Progress hard to come by in fight against county’s trash
Published 2:32 pm Friday, January 20, 2012
Libby Ratliff has toiled for eight years, but it’s hard to find evidence of her hard work.
That’s because all of Chilton County, it seems at times, is working against her.
Ratliff has been the county’s litter agent since 2004.
“In some parts we have made progress, but the sides of the road look like they always have,” she said. “When you go across this whole county, it doesn’t seem like you’ve made any progress.”
So you can understand Ratliff’s frustration when she spends a day or a week cleaning up a section of roadway, only to come back days later and it looks as though she had never visited.
Chilton County has a simple problem without a simple solution: People expect trash to be picked up, but there’s not nearly as much manpower removing trash as there is piling it up.
The garbage basically comes in two forms. Paper and plastic are tossed out along roadways from vehicles as people finish their burger and soft drink from their favorite fast food joint.

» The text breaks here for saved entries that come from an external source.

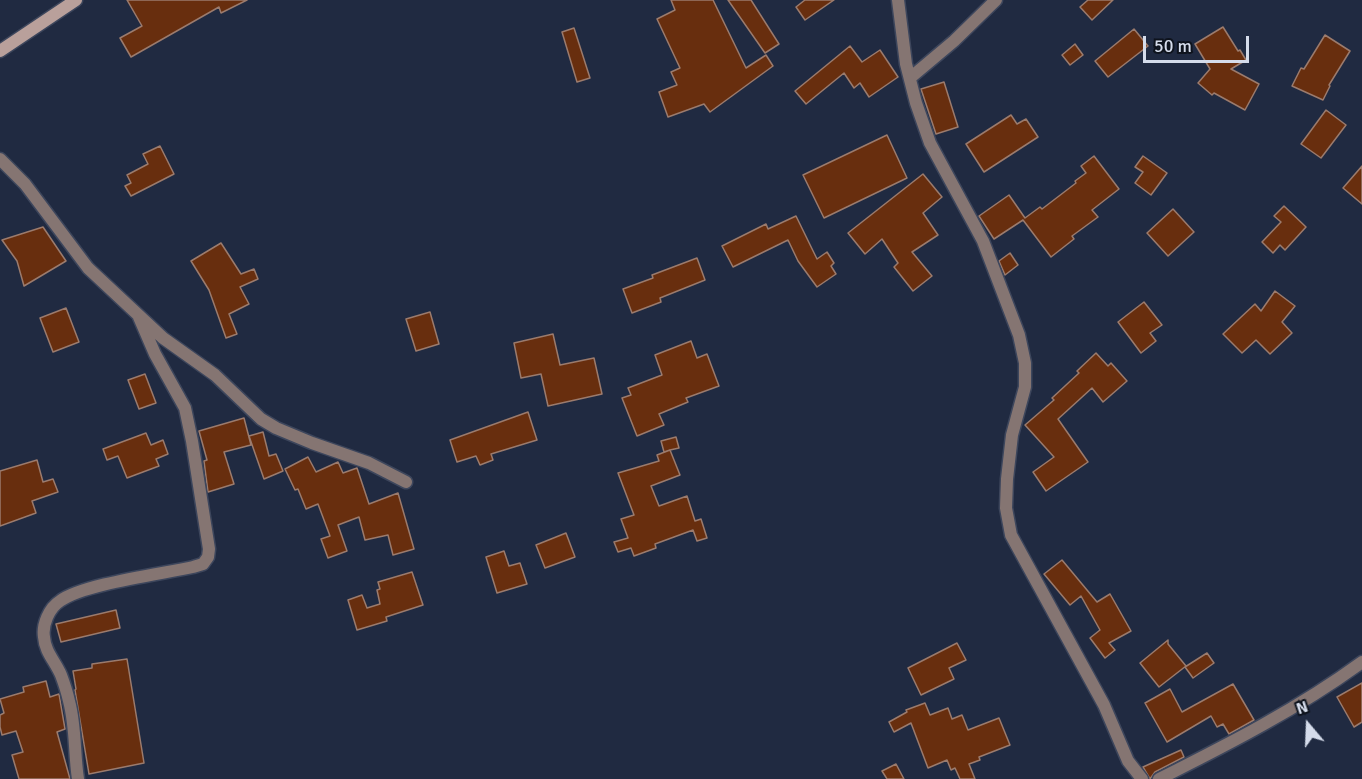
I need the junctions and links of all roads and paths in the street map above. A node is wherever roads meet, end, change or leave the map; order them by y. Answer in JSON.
{"nodes":[{"id":1,"x":76,"y":0,"type":"edge"},
{"id":2,"x":898,"y":0,"type":"edge"},
{"id":3,"x":996,"y":0,"type":"edge"},
{"id":4,"x":0,"y":51,"type":"edge"},
{"id":5,"x":910,"y":78,"type":"junction"},
{"id":6,"x":0,"y":159,"type":"edge"},
{"id":7,"x":139,"y":317,"type":"junction"},
{"id":8,"x":406,"y":482,"type":"dead end"},
{"id":9,"x":1362,"y":662,"type":"edge"},
{"id":10,"x":78,"y":779,"type":"edge"},
{"id":11,"x":1142,"y":779,"type":"edge"},
{"id":12,"x":1159,"y":779,"type":"edge"}],
"edges":[{"from":1,"to":4,"type":"main road"},
{"from":2,"to":5,"type":"street"},
{"from":3,"to":5,"type":"street"},
{"from":5,"to":11,"type":"street"},
{"from":6,"to":7,"type":"street"},
{"from":7,"to":8,"type":"street"},
{"from":7,"to":10,"type":"street"},
{"from":9,"to":12,"type":"street"}]}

More difficult to fathom are the sites where people dump their household trash, including larger unwanted items such as furniture and doghouses. A particular spot becomes known as a makeshift landfill, and people continue to dump there, even if the site is cleaned and cameras are mounted nearby to catch litterers.
“As soon as people see those, they destroy them,” she said. “There are some spots that have been used as dumps forever. When I say they’re huge, they’re bigger than the Walmart parking lot.”

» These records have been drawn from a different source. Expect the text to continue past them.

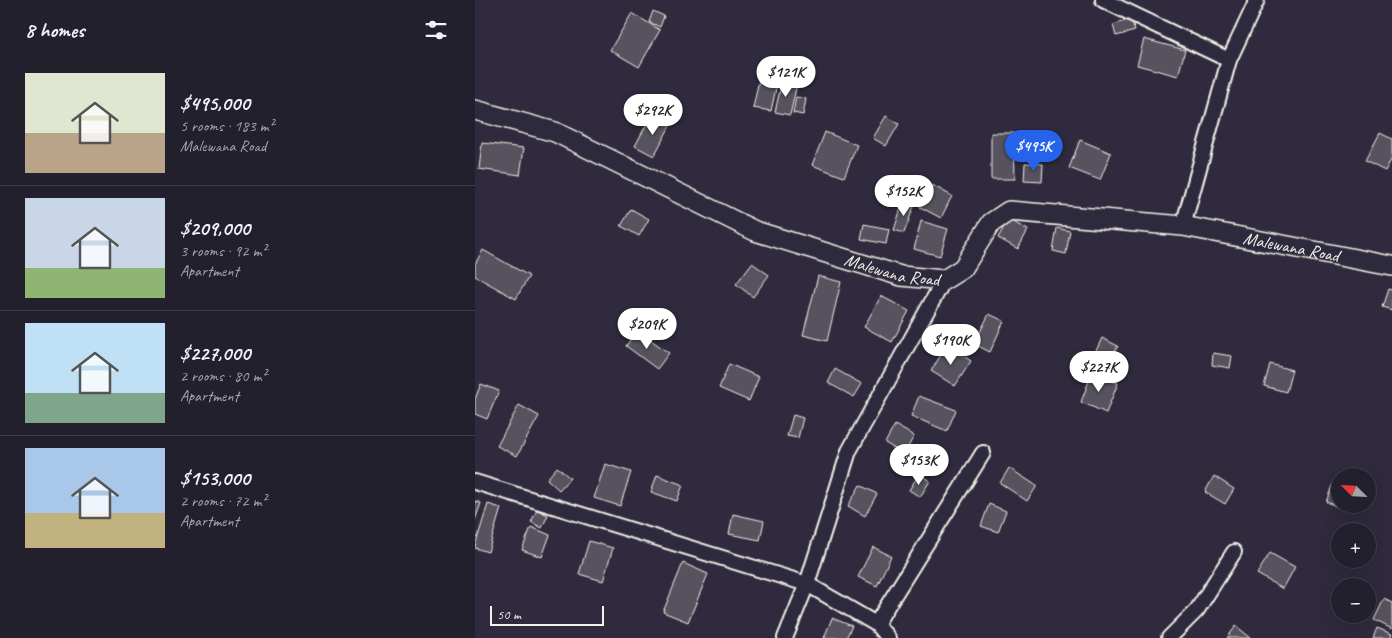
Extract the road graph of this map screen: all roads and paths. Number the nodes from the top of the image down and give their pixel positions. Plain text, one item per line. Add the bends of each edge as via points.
1 (1103, 0) edge
2 (1257, 0) edge
3 (1229, 60) junction
4 (475, 110) edge
5 (1183, 226) junction
6 (1392, 266) edge
7 (944, 280) junction
8 (983, 453) dead end
9 (475, 482) edge
10 (1234, 552) dead end
11 (807, 584) junction
12 (876, 624) junction
13 (785, 638) edge
14 (887, 638) edge
15 (1169, 638) edge

1 - 3 street
2 - 3 street
3 - 5 street
4 - 7 street, Malewana Road via 555,132 755,231 901,276
5 - 6 street, Malewana Road
5 - 7 street, Malewana Road via 1009,211 991,222 963,268
7 - 11 street via 849,451
8 - 12 street
9 - 11 street
10 - 15 street via 1197,610
11 - 12 street
11 - 13 street
12 - 14 street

Ratliff has no permanent help in her war against waste. Sometimes she has a couple of inmates on work release ride along for a day, or maybe there are a couple of juveniles who need to fulfill their court-ordered community service obligation, but most days, it’s just Ratliff.
And there’s more to the job than picking up trash. If she can find a name and address mixed in with a pile of rubbish, Ratliff turns that information in to the county health department, who sends letters to the offenders, letting them know they are in violation of the law.

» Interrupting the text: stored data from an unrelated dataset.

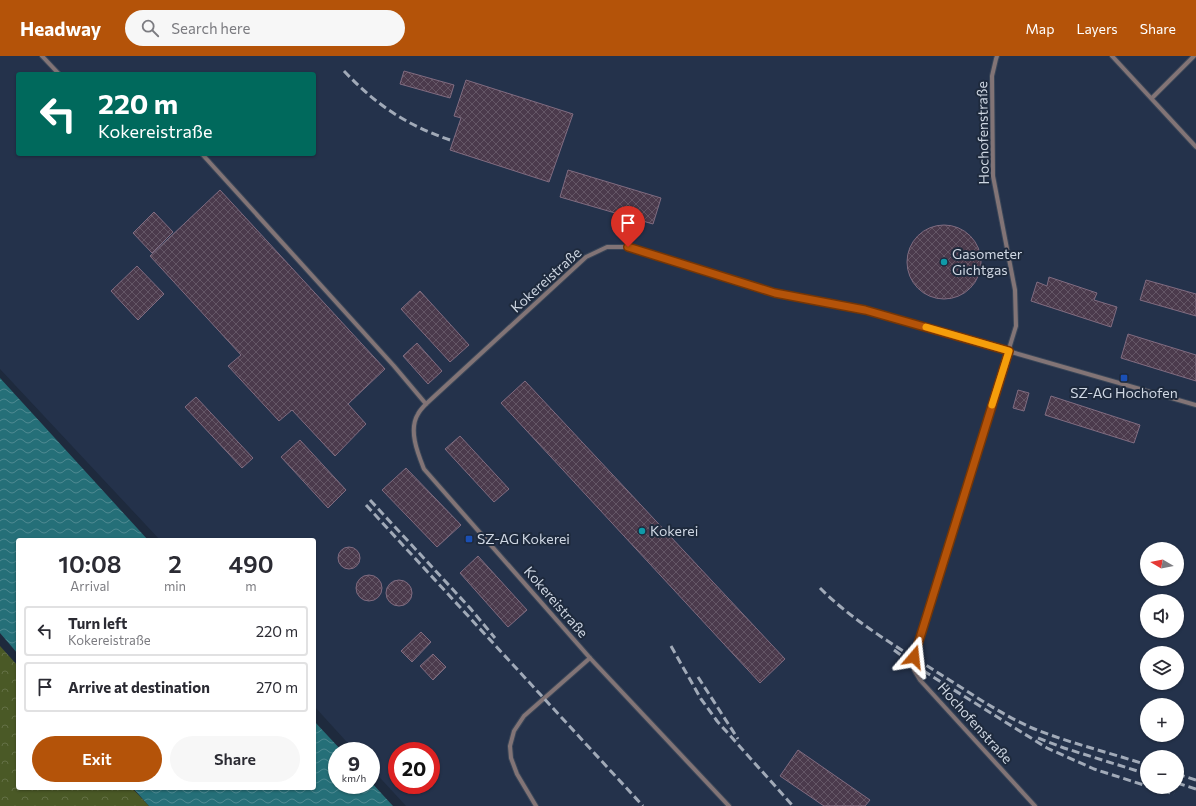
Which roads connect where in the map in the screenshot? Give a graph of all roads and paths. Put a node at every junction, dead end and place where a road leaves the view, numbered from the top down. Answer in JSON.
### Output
{"nodes":[{"id":1,"x":42,"y":56,"type":"edge"},
{"id":2,"x":998,"y":56,"type":"edge"},
{"id":3,"x":1112,"y":56,"type":"edge"},
{"id":4,"x":1194,"y":56,"type":"edge"},
{"id":5,"x":57,"y":72,"type":"edge"},
{"id":6,"x":1152,"y":98,"type":"junction"},
{"id":7,"x":1196,"y":147,"type":"edge"},
{"id":8,"x":204,"y":156,"type":"edge"},
{"id":9,"x":1009,"y":351,"type":"junction"},
{"id":10,"x":426,"y":404,"type":"junction"},
{"id":11,"x":1196,"y":405,"type":"edge"},
{"id":12,"x":590,"y":658,"type":"junction"},
{"id":13,"x":536,"y":806,"type":"edge"},
{"id":14,"x":728,"y":806,"type":"edge"},
{"id":15,"x":1035,"y":806,"type":"edge"}],
"edges":[{"from":1,"to":5,"type":"lane"},
{"from":2,"to":9,"type":"lane","name":"Hochofenstraße"},
{"from":3,"to":6,"type":"lane"},
{"from":4,"to":6,"type":"lane"},
{"from":6,"to":7,"type":"lane"},
{"from":8,"to":10,"type":"lane"},
{"from":9,"to":10,"type":"lane","name":"Kokereistraße"},
{"from":9,"to":11,"type":"lane"},
{"from":9,"to":15,"type":"lane","name":"Hochofenstraße"},
{"from":10,"to":12,"type":"lane","name":"Kokereistraße"},
{"from":12,"to":13,"type":"lane","name":"Kokereistraße"},
{"from":12,"to":14,"type":"lane","name":"Kokereistraße"}]}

Ratliff also has tried anti-litter campaigns in schools, but such programs are costly and time consuming. After all, there’s always someone calling her to come get the trash off their road.
“People don’t even want to walk out of their homes and pick up trash on the side of the road in front of their house,” she said. “There’s one of me for the whole county. Until we get people willing to help, and until we get [laws] enforced, it’s going to stay the same as it is now.”